Re: question 1st - undefined behaviour
by dave_the_m (Parson) on Sep 24, 2013 at 07:01 UTC
    If you run your code under a perl built with -DDEBUGGING, which can show each instruction being executed and what's on the stack after each execution, things may become clearer.

    Here's the output of perl -Dst -e'my $x=5; $x=$x + ++$x + $x++;' with some annotations. I've skipped the first assign statement.

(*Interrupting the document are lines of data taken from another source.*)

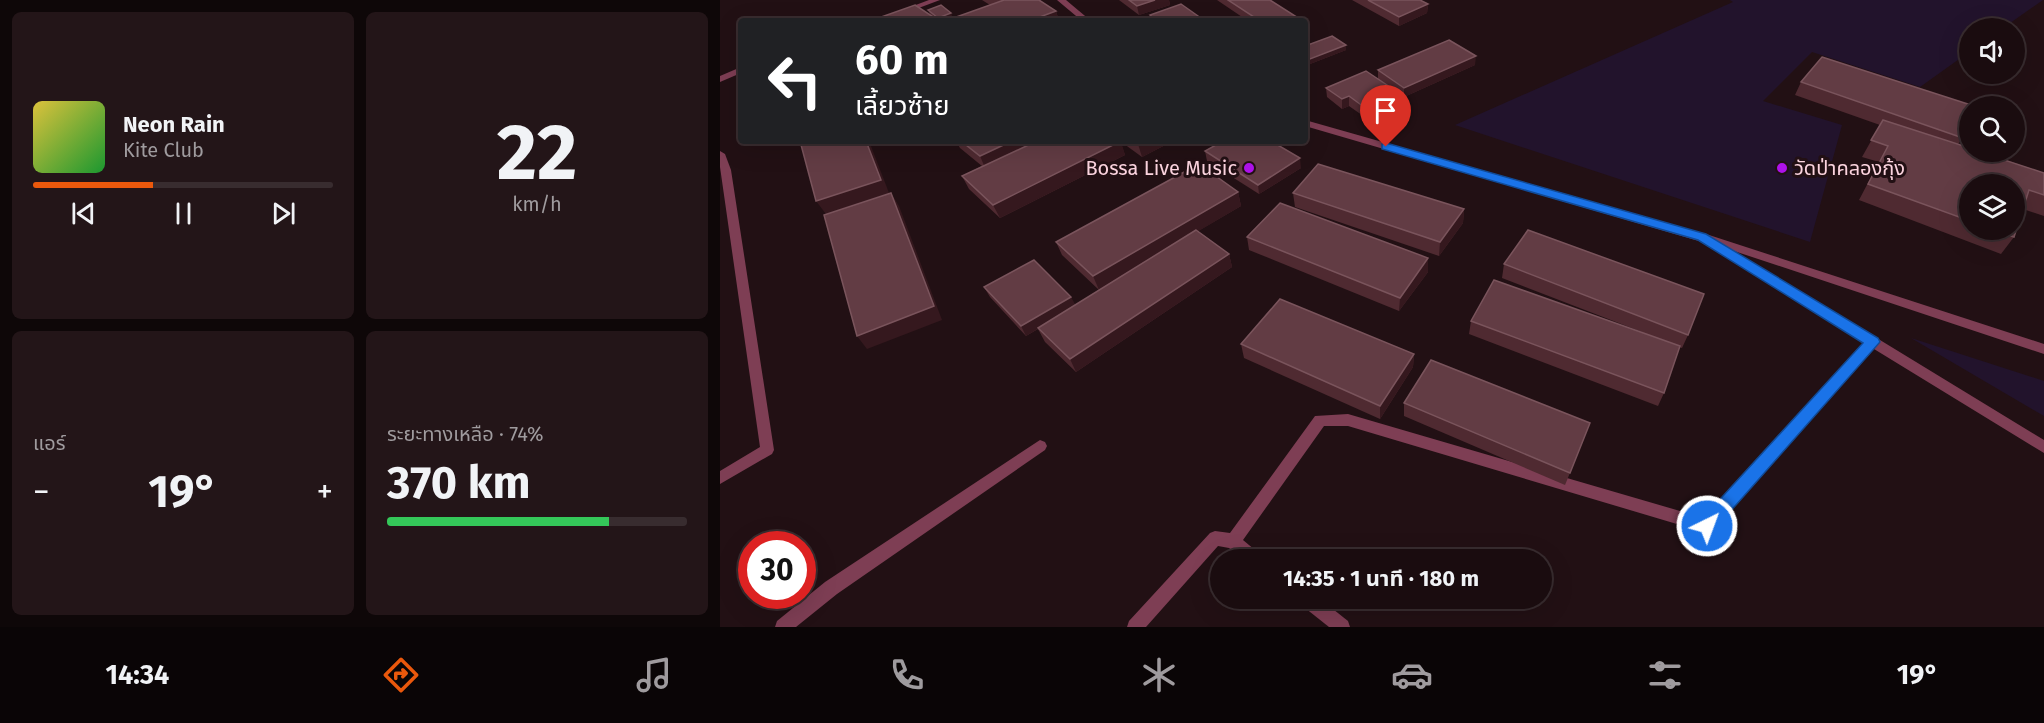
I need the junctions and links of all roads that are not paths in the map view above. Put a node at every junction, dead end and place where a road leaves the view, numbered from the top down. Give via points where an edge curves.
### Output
1 (936, 0) edge
2 (1060, 0) edge
3 (885, 18) edge
4 (1083, 18) edge
5 (738, 71) edge
6 (720, 79) edge
7 (1308, 124) edge
8 (720, 154) edge
9 (1702, 237) junction
10 (1873, 342) junction
11 (2044, 349) edge
12 (1040, 446) dead end
13 (2044, 447) edge
14 (720, 478) edge
15 (1233, 541) junction
16 (1243, 549) edge
17 (1320, 609) edge
18 (783, 627) edge
19 (1135, 627) edge
20 (1342, 627) edge

1 - 3 street
2 - 4 street
5 - 6 street
7 - 9 street
8 - 14 street via 726,170 767,450
9 - 10 street
9 - 11 street
10 - 13 street
10 - 15 street via 1707,526 1348,420 1320,420
12 - 18 street via 831,588
15 - 16 street
15 - 19 street via 1215,538
17 - 20 street

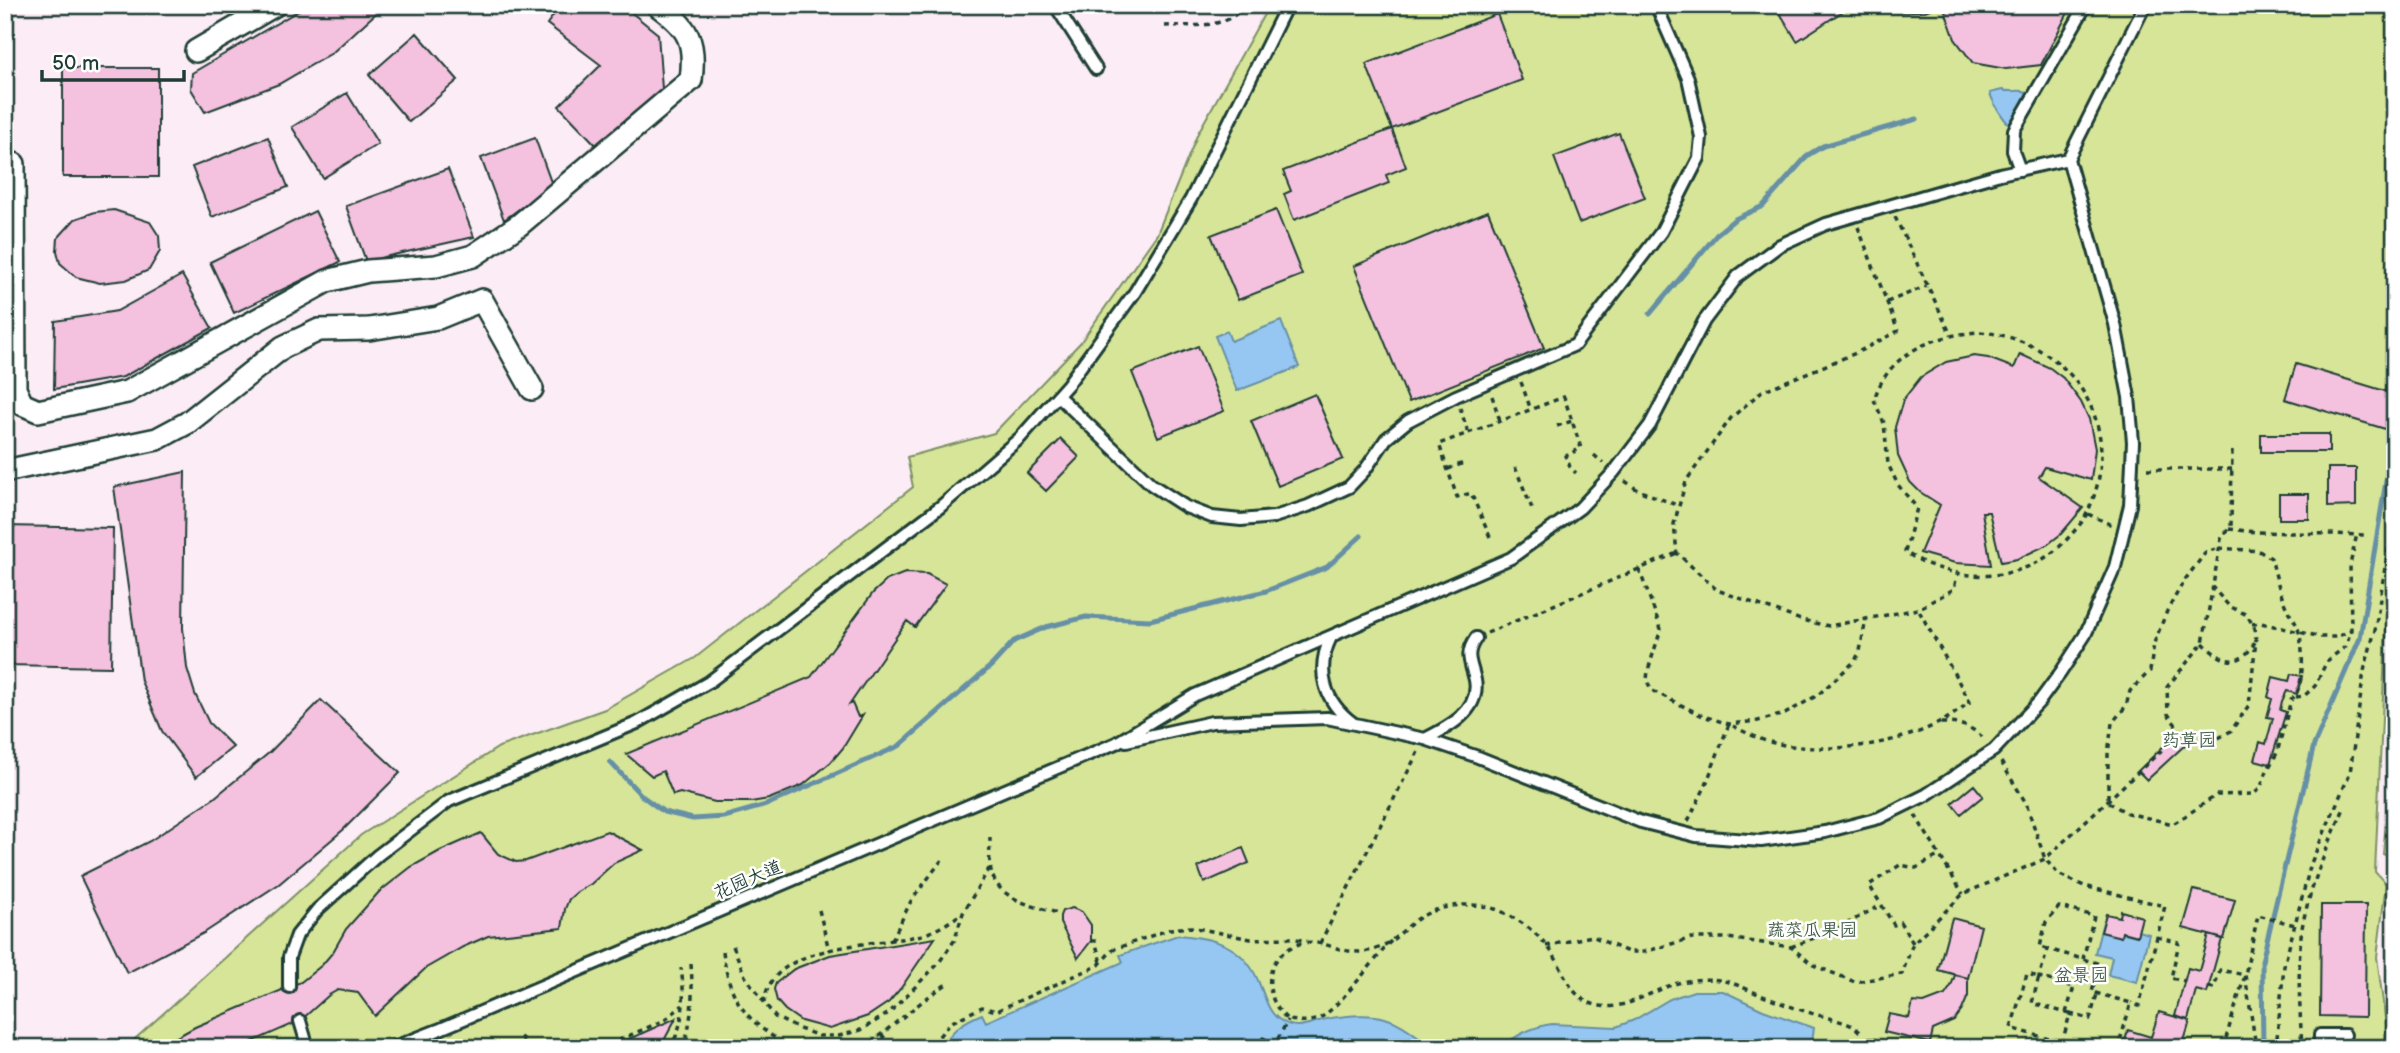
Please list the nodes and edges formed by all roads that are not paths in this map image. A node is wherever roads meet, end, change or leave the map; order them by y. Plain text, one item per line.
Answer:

    The padsv op pushes $x (not a copy) onto the perl stack; $x is currently an integer value (IV) with value 5: (-e:1) padsv($x) => IV(5) $x is pushed onto the stack again: (-e:1) padsv($x) => IV(5) IV(5) preinc increments the variable $x; note that both values on the stack have now incremented (because they are both $x, not copies) (-e:1) preinc => IV(6) IV(6) the add op takes the top two values on the stack and replaces them with a new value: (-e:1) add => IV(12) push $x again. Since it was preinc()ed earlier, it now has the value 6: (-e:1) padsv($x) => IV(12) IV(6) postinc takes the variable $x off the stack, makes a copy and pushes that copy back on the stack, then increments $x. If we had any other direct $x's on the stack (which we don't), their values would appear incremented: (-e:1) postinc => IV(12) IV(6) the final add does the obvious thing. (-e:1) add => IV(18)
    Note that this is what currently *happens* to happen. Code should not rely on this behaviour.


Re: question 1st - undefined behaviour
by ikegami (Pope) on Sep 24, 2013 at 18:56 UTC

    1)$x - return's copy of object $x and then return it's value in numeric context.

    While scalar, list and void context affect what an operator returns, that's not the case for numeric, string and boolean context. They're not actually contexts as they don't affect what an operator returns.

    For example, addition imposes a scalar context on its operands, but those operands could just as easily return strings instead of numbers. The addition operator itself will convert the scalars to numbers.

    $x places that scalar on the stack. Not a copy of it.

Re: question 1st - undefined behaviour
by ikegami (Pope) on Sep 24, 2013 at 19:03 UTC
    If you want to see what's happening, you can step through the following:
    use strict; use warnings; use Data::Alias qw( alias ); my @stack; # Increments the scalar on the stack. sub preinc { alias my $i = pop(@stack); ++$i; alias push @stack, $i; } # Increments the scalar on the stack. # Returns a new scalar with the original # value of the scalar on the stack. sub postinc { alias my $i = pop(@stack); my $j = $i; alias push @stack, $j; ++$i; } sub add { alias my $j = pop(@stack); alias my $i = pop(@stack); my $sum = $i + $j; alias push @stack, $sum; } { my $x=5; # $x + ++$x + $x++ alias push @stack, $x; alias push @stack, $x; preinc; add; alias push @stack, $x; postinc; add; print "$stack[-1]\n"; # 18 }

    (alias $x = $y; represents the copying of a C pointer rather than copying the actual scalar.)